Sunday, December 29, 2013

Rose Kia-Ora

In 1867 a Scotsman by the name of Lauchlan Rose patented the method used to preserve citrus juice without alcohol. A year later he established L. Rose & Co. with a factory in Leith to produce lime juice. The Merchant Shipping Act of 1867 required all ships of the Royal Navy and Merchant Navy to provide a daily lime ration to sailors to prevent scurvy. Rose's lime juice became almost ubiquitous, hence the term limey for British sailors. Rose established a presence on the Caribbean island of Dominica and became the main buyer of limes and lime products from across the island. The company contributed to the most prosperous period that the island experienced at the height of the green lime trade from 1903 to the mid-1920s and was one of the most successful agricultural companies ever to be based in Dominica.

In 1917 Rose launched a concentrated fruit soft drink called Kia-Ora. The name was taken from Kia ora a Maori language greeting which means literally “be well/healthy” and was first used for a lemon squash by Arthur Gasquoine in Australia. L. Rose & Co. began the production of  marmalade in the 1930s. The company continued to grow until it was taken over by Schweppes in 1957. The Kia-Ora brand became popular in the 1970s and 80s in the UK. It was widely available in cinemas where it was sold in rectangular plastic cartons that were supplied with a drinking straw.

Today, Rose's lime juice cordial and Kia-Ora are manufactured and distributed by Coca-Cola Enterprises Ltd.

by Mark Matlach

Saturday, December 14, 2013

W. & G. Brown

W. & G. Brown was a flour miller and manufacturer and supplier of cereals, established in 1812 in Derby where the company had a flour mill by the River Trent. The company advertised Brown's barley kernels which were used to make porridge or puddings for babies.

Brown's advertising from the 1920s and 30s claimed that their barley kernels were "invaluable for combating fever and kidney trouble", and "promoted health and natural beauty". Brown's flour mill was still operating in 1935, but little is known of the company after this date.


by Mark Matlach

Sunday, December 1, 2013

Pellatt & Co.

Pellatt & Co. was a glass manufacturing company established in London in 1802 by Apsley Pellatt and James Green under the name Pellatt & Green. The company had a glassworks known as the Falcon Glass House in Blackfriars, and a large showroom at St. Paul's Churchyard which became the principal glass shop in London during the Regency period. Pellatt & Green gained recognition for their glass illuminators (“deck lights”) for admitting daylight into internal parts of ships and buildings. Pellatt & Green was also the first in England to manufacture glass paperweights.
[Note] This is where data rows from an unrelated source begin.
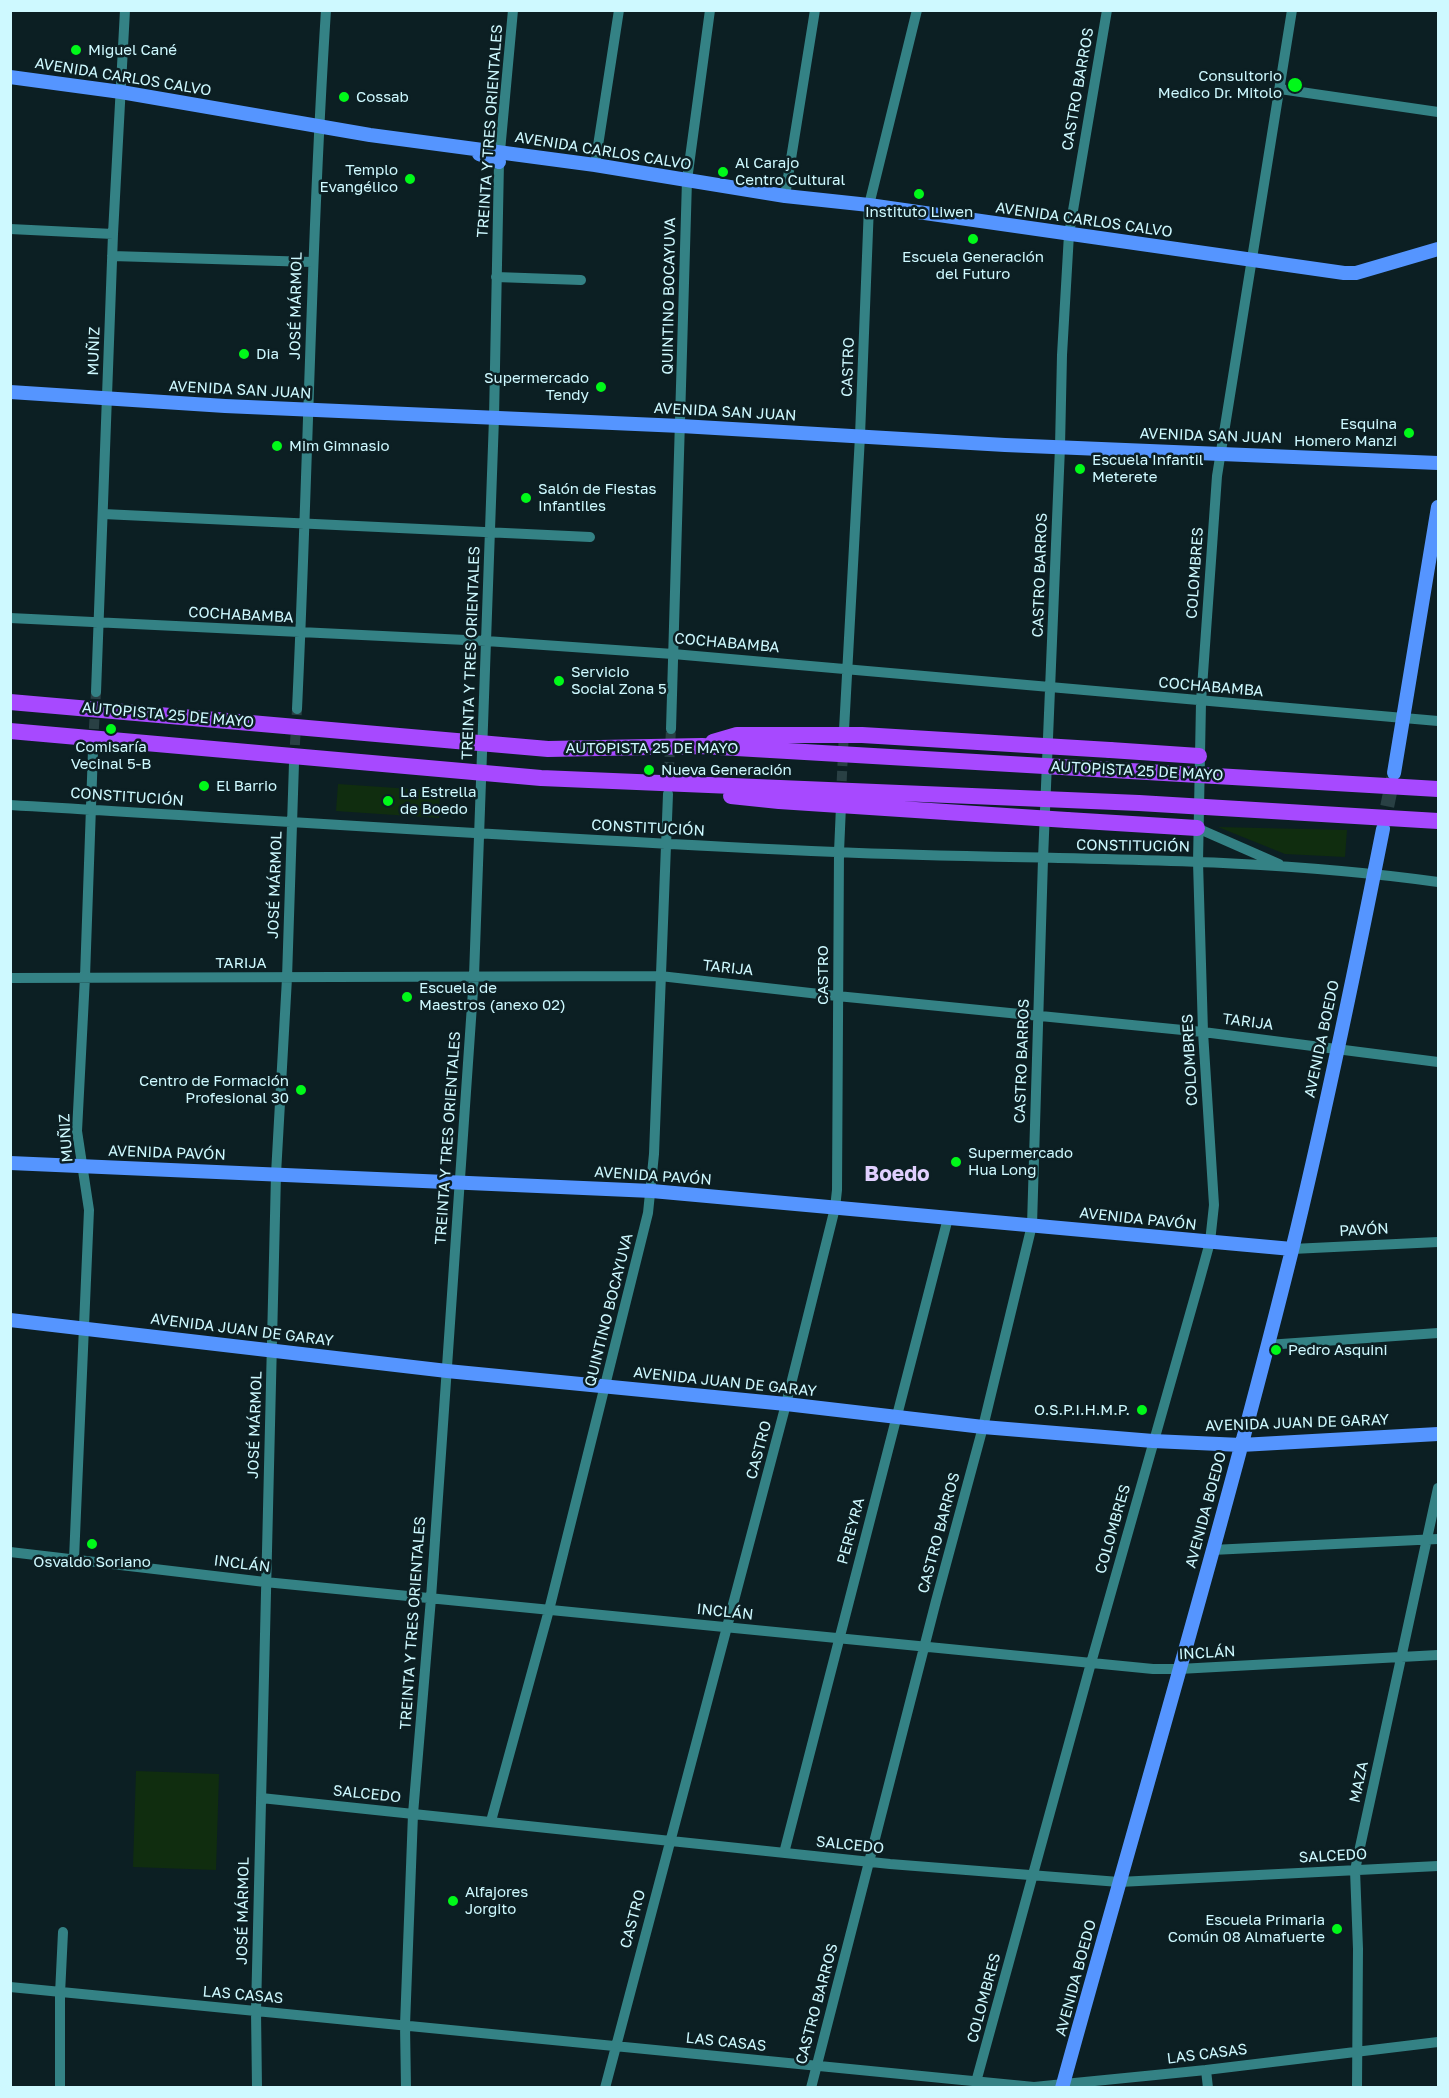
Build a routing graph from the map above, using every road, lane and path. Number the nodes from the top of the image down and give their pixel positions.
1 (125, 10) edge
2 (326, 10) edge
3 (513, 10) edge
4 (619, 10) edge
5 (710, 10) edge
6 (815, 10) edge
7 (917, 10) edge
8 (1107, 10) edge
9 (1292, 10) edge
10 (10, 77) edge
11 (1280, 89) junction
12 (121, 92) junction
13 (1438, 112) edge
14 (318, 124) junction
15 (500, 157) junction
16 (595, 165) junction
17 (687, 180) junction
18 (785, 196) junction
19 (869, 206) junction
20 (10, 229) edge
21 (113, 234) junction
22 (1069, 234) junction
23 (1438, 249) edge
24 (112, 256) junction
25 (1252, 261) junction
26 (312, 262) junction
27 (496, 277) junction
28 (581, 280) dead end
29 (10, 392) edge
30 (108, 399) junction
31 (309, 410) junction
32 (494, 418) junction
33 (681, 426) junction
34 (860, 436) junction
35 (1060, 447) junction
36 (1221, 453) junction
37 (1438, 463) edge
38 (1438, 507) edge
39 (103, 514) junction
40 (304, 523) junction
41 (490, 533) junction
42 (590, 537) dead end
43 (10, 618) edge
44 (100, 623) junction
45 (300, 632) junction
46 (486, 641) junction
47 (673, 654) junction
48 (847, 668) junction
49 (1051, 688) junction
50 (96, 692) tunnel mouth
51 (10, 702) edge
52 (1201, 702) junction
53 (297, 709) tunnel mouth
54 (1404, 718) junction
55 (1438, 722) edge
56 (670, 729) tunnel mouth
57 (844, 730) tunnel mouth
58 (10, 731) edge
59 (702, 746) junction
60 (93, 750) tunnel mouth
61 (1199, 756) junction
62 (294, 763) tunnel mouth
63 (1394, 773) tunnel mouth
64 (599, 780) junction
65 (1438, 789) edge
66 (668, 794) tunnel mouth
67 (10, 805) edge
68 (841, 806) tunnel mouth
69 (89, 810) junction
70 (1438, 821) edge
71 (291, 823) junction
72 (1197, 828) junction
73 (1383, 830) tunnel mouth
74 (480, 834) junction
75 (666, 844) junction
76 (838, 852) junction
77 (1043, 859) junction
78 (1198, 862) junction
79 (1285, 867) junction
80 (1374, 873) junction
81 (1438, 882) edge
82 (474, 976) junction
83 (660, 976) junction
84 (85, 977) junction
85 (10, 978) edge
86 (287, 978) junction
87 (837, 996) junction
88 (1039, 1015) junction
89 (1203, 1032) junction
90 (1337, 1048) junction
91 (1438, 1062) edge
92 (10, 1163) edge
93 (82, 1166) junction
94 (276, 1174) junction
95 (460, 1182) junction
96 (652, 1191) junction
97 (836, 1208) junction
98 (948, 1218) junction
99 (1032, 1225) junction
100 (1210, 1242) junction
101 (1438, 1242) edge
102 (1292, 1249) junction
103 (10, 1320) edge
104 (84, 1327) junction
105 (1438, 1333) edge
106 (1267, 1345) junction
107 (273, 1351) junction
108 (447, 1371) junction
109 (605, 1387) junction
110 (786, 1404) junction
111 (897, 1416) junction
112 (983, 1427) junction
113 (1438, 1434) edge
114 (1153, 1441) junction
115 (1241, 1445) junction
116 (1438, 1488) edge
117 (1433, 1539) edge
118 (1212, 1550) junction
119 (10, 1552) edge
120 (74, 1559) junction
121 (265, 1582) junction
122 (431, 1598) junction
123 (549, 1610) junction
124 (727, 1627) junction
125 (838, 1638) junction
126 (925, 1647) junction
127 (1438, 1655) edge
128 (1401, 1657) junction
129 (1091, 1663) junction
130 (1179, 1670) junction
131 (261, 1798) junction
132 (413, 1814) junction
133 (491, 1821) junction
134 (670, 1841) junction
135 (784, 1853) junction
136 (870, 1861) junction
137 (1438, 1866) edge
138 (1355, 1870) junction
139 (1033, 1876) junction
140 (1119, 1882) junction
141 (63, 1932) dead end
142 (10, 1987) edge
143 (60, 1994) junction
144 (256, 2011) junction
145 (405, 2025) junction
146 (1438, 2042) edge
147 (615, 2046) junction
148 (1358, 2051) junction
149 (816, 2067) junction
150 (1206, 2070) junction
151 (976, 2082) junction
152 (1063, 2087) edge
153 (60, 2088) edge
154 (257, 2088) edge
155 (406, 2088) edge
156 (605, 2088) edge
157 (811, 2088) edge
158 (1208, 2088) edge
159 (1358, 2088) edge

1 - 12 street, MUÑIZ
2 - 14 street, JOSÉ MÁRMOL
3 - 15 street, TREINTA Y TRES ORIENTALES
4 - 16 street
5 - 17 street, QUINTINO BOCAYUVA
6 - 18 street
7 - 19 street, CASTRO
8 - 22 street, CASTRO BARROS
9 - 11 street, COLOMBRES
10 - 12 main road, AVENIDA CARLOS CALVO
11 - 13 street
11 - 25 street, COLOMBRES
12 - 14 main road, AVENIDA CARLOS CALVO
12 - 21 street, MUÑIZ
14 - 15 main road, AVENIDA CARLOS CALVO
14 - 26 street, JOSÉ MÁRMOL
15 - 16 main road, AVENIDA CARLOS CALVO
15 - 27 street, TREINTA Y TRES ORIENTALES
16 - 17 main road, AVENIDA CARLOS CALVO
17 - 18 main road, AVENIDA CARLOS CALVO
17 - 33 street, QUINTINO BOCAYUVA
18 - 19 main road, AVENIDA CARLOS CALVO
19 - 22 main road, AVENIDA CARLOS CALVO
19 - 34 street, CASTRO
20 - 21 street
21 - 24 street, MUÑIZ
22 - 25 main road, AVENIDA CARLOS CALVO
22 - 35 street, CASTRO BARROS
23 - 25 main road, AVENIDA CARLOS CALVO
24 - 26 street
24 - 30 street, MUÑIZ
25 - 36 street, COLOMBRES
26 - 31 street, JOSÉ MÁRMOL
27 - 28 street
27 - 32 street, TREINTA Y TRES ORIENTALES
29 - 30 main road, AVENIDA SAN JUAN
30 - 31 main road, AVENIDA SAN JUAN
30 - 39 street, MUÑIZ
31 - 32 main road, AVENIDA SAN JUAN
31 - 40 street, JOSÉ MÁRMOL
32 - 33 main road, AVENIDA SAN JUAN
32 - 41 street, TREINTA Y TRES ORIENTALES
33 - 34 main road, AVENIDA SAN JUAN
33 - 47 street, QUINTINO BOCAYUVA
34 - 35 main road, AVENIDA SAN JUAN
34 - 48 street, CASTRO
35 - 36 main road, AVENIDA SAN JUAN
35 - 49 street, CASTRO BARROS
36 - 37 main road, AVENIDA SAN JUAN
36 - 52 street, COLOMBRES
38 - 54 main road
39 - 40 street
39 - 44 street, MUÑIZ
40 - 41 street
40 - 45 street, JOSÉ MÁRMOL
41 - 42 street
41 - 46 street, TREINTA Y TRES ORIENTALES
43 - 44 street, COCHABAMBA
44 - 45 street, COCHABAMBA
44 - 50 street, MUÑIZ
45 - 46 street, COCHABAMBA
45 - 53 street, JOSÉ MÁRMOL
46 - 47 street, COCHABAMBA
46 - 74 street, TREINTA Y TRES ORIENTALES
47 - 48 street, COCHABAMBA
47 - 56 street, QUINTINO BOCAYUVA
48 - 49 street, COCHABAMBA
48 - 57 street, CASTRO
49 - 52 street, COCHABAMBA
49 - 77 street, CASTRO BARROS
51 - 59 highway, AUTOPISTA 25 DE MAYO, bridge
52 - 54 street, COCHABAMBA
52 - 61 street, COLOMBRES
54 - 55 street, COCHABAMBA
54 - 63 main road
58 - 64 highway, AUTOPISTA 25 DE MAYO, bridge
59 - 61 highway, bridge
59 - 65 highway, AUTOPISTA 25 DE MAYO, bridge
60 - 69 street, MUÑIZ
61 - 72 street, COLOMBRES
62 - 71 street, JOSÉ MÁRMOL
64 - 70 highway, AUTOPISTA 25 DE MAYO, bridge
64 - 72 highway, bridge
66 - 75 street, QUINTINO BOCAYUVA
67 - 69 street, CONSTITUCIÓN
68 - 76 street, CASTRO
69 - 71 street, CONSTITUCIÓN
69 - 84 street, MUÑIZ
71 - 74 street, CONSTITUCIÓN
71 - 86 street, JOSÉ MÁRMOL
72 - 78 street, COLOMBRES
72 - 79 street, CONSTITUCIÓN
73 - 80 main road, AVENIDA BOEDO
74 - 75 street, CONSTITUCIÓN
74 - 82 street, TREINTA Y TRES ORIENTALES
75 - 76 street, CONSTITUCIÓN
75 - 83 street, QUINTINO BOCAYUVA
76 - 77 street, CONSTITUCIÓN
76 - 87 street, CASTRO
77 - 78 street, CONSTITUCIÓN
77 - 88 street, CASTRO BARROS
78 - 79 street, CONSTITUCIÓN
78 - 89 street, COLOMBRES
79 - 80 street, CONSTITUCIÓN
80 - 81 street, CONSTITUCIÓN
80 - 90 main road, AVENIDA BOEDO
82 - 83 street, TARIJA
82 - 86 street, TARIJA
82 - 95 street, TREINTA Y TRES ORIENTALES
83 - 87 street, TARIJA
83 - 96 street, QUINTINO BOCAYUVA
84 - 85 street, TARIJA
84 - 86 street, TARIJA
84 - 93 street, MUÑIZ
86 - 94 street, JOSÉ MÁRMOL
87 - 88 street, TARIJA
87 - 97 street, CASTRO
88 - 89 street, TARIJA
88 - 99 street, CASTRO BARROS
89 - 90 street, TARIJA
89 - 100 street, COLOMBRES
90 - 91 street, TARIJA
90 - 102 main road, AVENIDA BOEDO
92 - 93 main road, AVENIDA PAVÓN
93 - 94 main road, AVENIDA PAVÓN
93 - 104 street, MUÑIZ
94 - 95 main road, AVENIDA PAVÓN
94 - 107 street, JOSÉ MÁRMOL
95 - 96 main road, AVENIDA PAVÓN
95 - 108 street, TREINTA Y TRES ORIENTALES
96 - 97 main road, AVENIDA PAVÓN
96 - 109 street, QUINTINO BOCAYUVA
97 - 98 main road, AVENIDA PAVÓN
97 - 110 street, CASTRO
98 - 99 main road, AVENIDA PAVÓN
98 - 111 street, PEREYRA
99 - 100 main road, AVENIDA PAVÓN
99 - 112 street, CASTRO BARROS
100 - 102 main road, AVENIDA PAVÓN
100 - 114 street, COLOMBRES
101 - 102 street, PAVÓN
102 - 106 main road, AVENIDA BOEDO
103 - 104 main road, AVENIDA JUAN DE GARAY
104 - 107 main road, AVENIDA JUAN DE GARAY
104 - 120 street, MUÑIZ
105 - 106 street
106 - 115 main road, AVENIDA BOEDO
107 - 108 main road, AVENIDA JUAN DE GARAY
107 - 121 street, JOSÉ MÁRMOL
108 - 109 main road, AVENIDA JUAN DE GARAY
108 - 122 street, TREINTA Y TRES ORIENTALES
109 - 110 main road, AVENIDA JUAN DE GARAY
109 - 123 street, QUINTINO BOCAYUVA
110 - 111 main road, AVENIDA JUAN DE GARAY
110 - 124 street, CASTRO
111 - 112 main road, AVENIDA JUAN DE GARAY
111 - 125 street, PEREYRA
112 - 114 main road, AVENIDA JUAN DE GARAY
112 - 126 street, CASTRO BARROS
113 - 115 main road, AVENIDA JUAN DE GARAY
114 - 115 main road, AVENIDA JUAN DE GARAY
114 - 129 street, COLOMBRES
115 - 118 main road, AVENIDA BOEDO
116 - 117 street, MAZA
117 - 118 street
117 - 128 street, MAZA
118 - 130 main road, AVENIDA BOEDO
119 - 120 street, INCLÁN
120 - 121 street, INCLÁN
121 - 122 street, INCLÁN
121 - 131 street, JOSÉ MÁRMOL
122 - 123 street, INCLÁN
122 - 132 street, TREINTA Y TRES ORIENTALES
123 - 124 street, INCLÁN
123 - 133 street, QUINTINO BOCAYUVA
124 - 125 street, INCLÁN
124 - 134 street, CASTRO
125 - 126 street, INCLÁN
125 - 135 street, PEREYRA
126 - 129 street, INCLÁN
126 - 136 street, CASTRO BARROS
127 - 128 street, INCLÁN
128 - 130 street, INCLÁN
128 - 138 street, MAZA
129 - 130 street, INCLÁN
129 - 139 street, COLOMBRES
130 - 140 main road, AVENIDA BOEDO
131 - 132 street, SALCEDO
131 - 144 street, JOSÉ MÁRMOL
132 - 133 street, SALCEDO
132 - 145 street, TREINTA Y TRES ORIENTALES
133 - 134 street, SALCEDO
134 - 135 street, SALCEDO
134 - 147 street, CASTRO
135 - 136 street, SALCEDO
136 - 139 street, SALCEDO
136 - 149 street, CASTRO BARROS
137 - 138 street, SALCEDO
138 - 140 street, SALCEDO
138 - 148 street, MAZA
139 - 140 street, SALCEDO
139 - 151 street, COLOMBRES
140 - 152 main road, AVENIDA BOEDO
141 - 143 street
142 - 143 street, LAS CASAS
143 - 144 street, LAS CASAS
143 - 153 street
144 - 145 street, LAS CASAS
144 - 154 street, JOSÉ MÁRMOL
145 - 147 street, LAS CASAS
145 - 155 street, TREINTA Y TRES ORIENTALES
146 - 148 street, LAS CASAS
147 - 149 street, LAS CASAS
147 - 156 street, CASTRO
148 - 150 street, LAS CASAS
148 - 159 street, MAZA
149 - 151 street, LAS CASAS
149 - 157 street, CASTRO BARROS
150 - 152 street, LAS CASAS
150 - 158 street
151 - 152 street, LAS CASAS

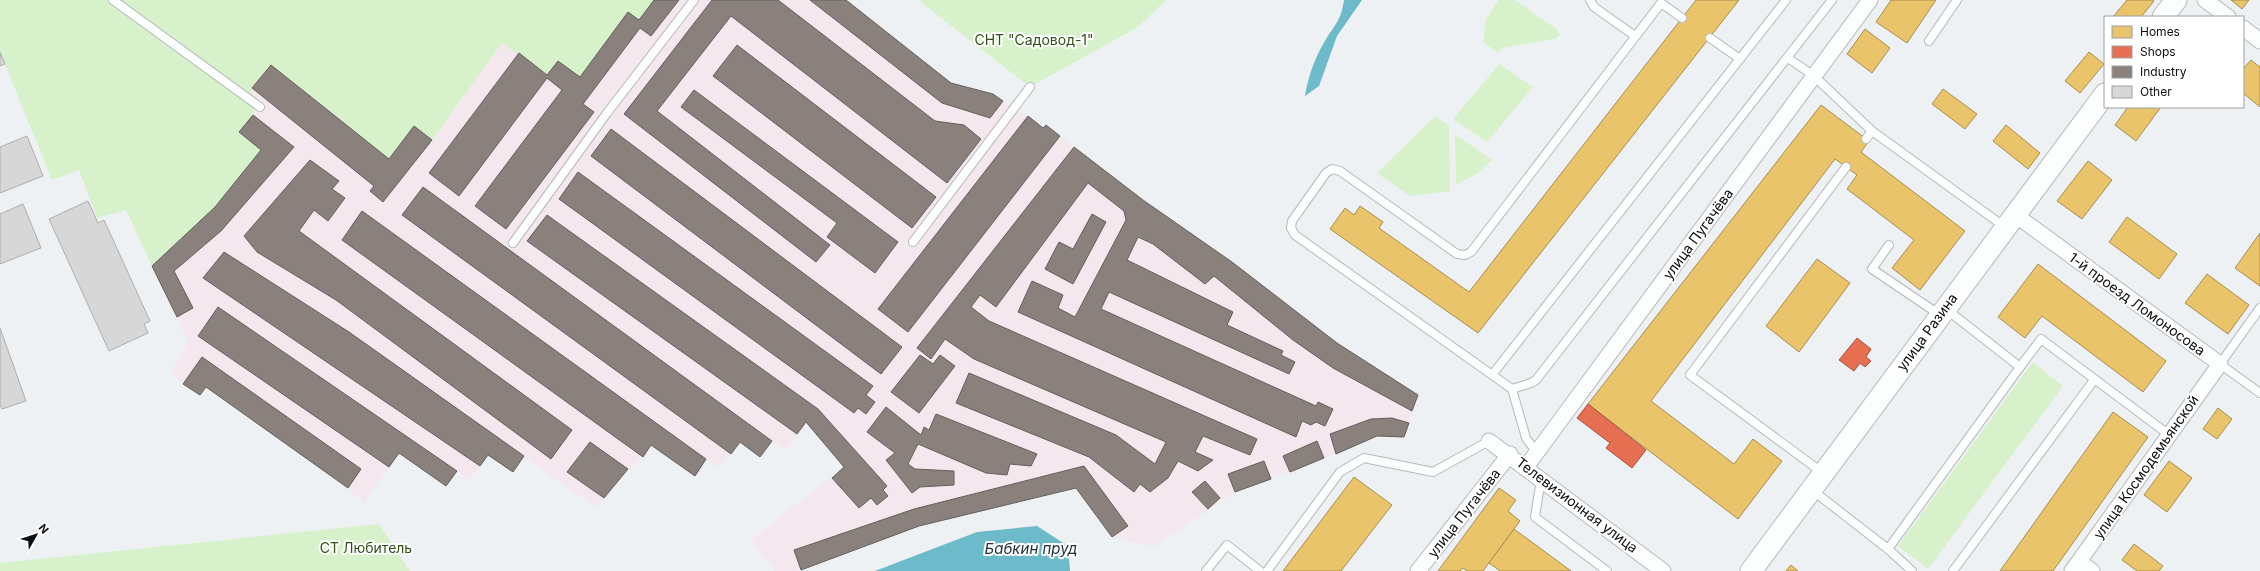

Apsley Pellatt died in 1826 and his son Apsley Junior took control of the company which he renamed Apsley Pellatt & Co. in 1831. The firm patented the process for encasing a medallion in glass, later called cameo incrustation or sulphides, however the company's main production was high quality cut crystal glass.

When Apsley Junior retired in 1855, his younger brother Frederick took over the business which was subsequently renamed Pellatt & Co.

In 1890 the firm returned to its former name of  Apsley Pellatt & Co. and in 1921 it was incorporated as a limited liability company which continued to trade into the 1930s.

Cut glass and sulphides had gone out of fashion in the 1850s and Pellatt & Co. turned to the production of engraved glass. The company began exporting glass products to wealthy Maharajas in India and this became a crucial part of its business.

The Pellatt & Co. showroom at St. Paul's Churchyard. For sale were chandeliers, decanters, paperweights, scent bottles and other glass products.

by Mark Matlach

J. W. & Co. and J W E R

J. W. & Co. Ltd. (John Wright & Co. Ltd.) and J W E R (John Wright & Eagle Range Ltd.)

John Wright & Co. was a manufacturer of gas appliances. The company was established in 1862 at the Essex Works in Aston, Birmingham and made gas stoves, cookers, gas fires and radiators. 

In 1900 John Wright absorbed the Eagle Range & Gas Stove Co. and the company became John Wright & Eagle Range Ltd. 

In 1937 the company exhibited at the British Industries Fair where the the firm displayed "Regulo" gas cookers, gas-operated hot water apparatus and large cooking apparatus for hotels and boarding houses. 

In 1961 the company was described as a manufacturer of kitchen ranges, gas fires, cookers and space heaters and had 1,200 employees.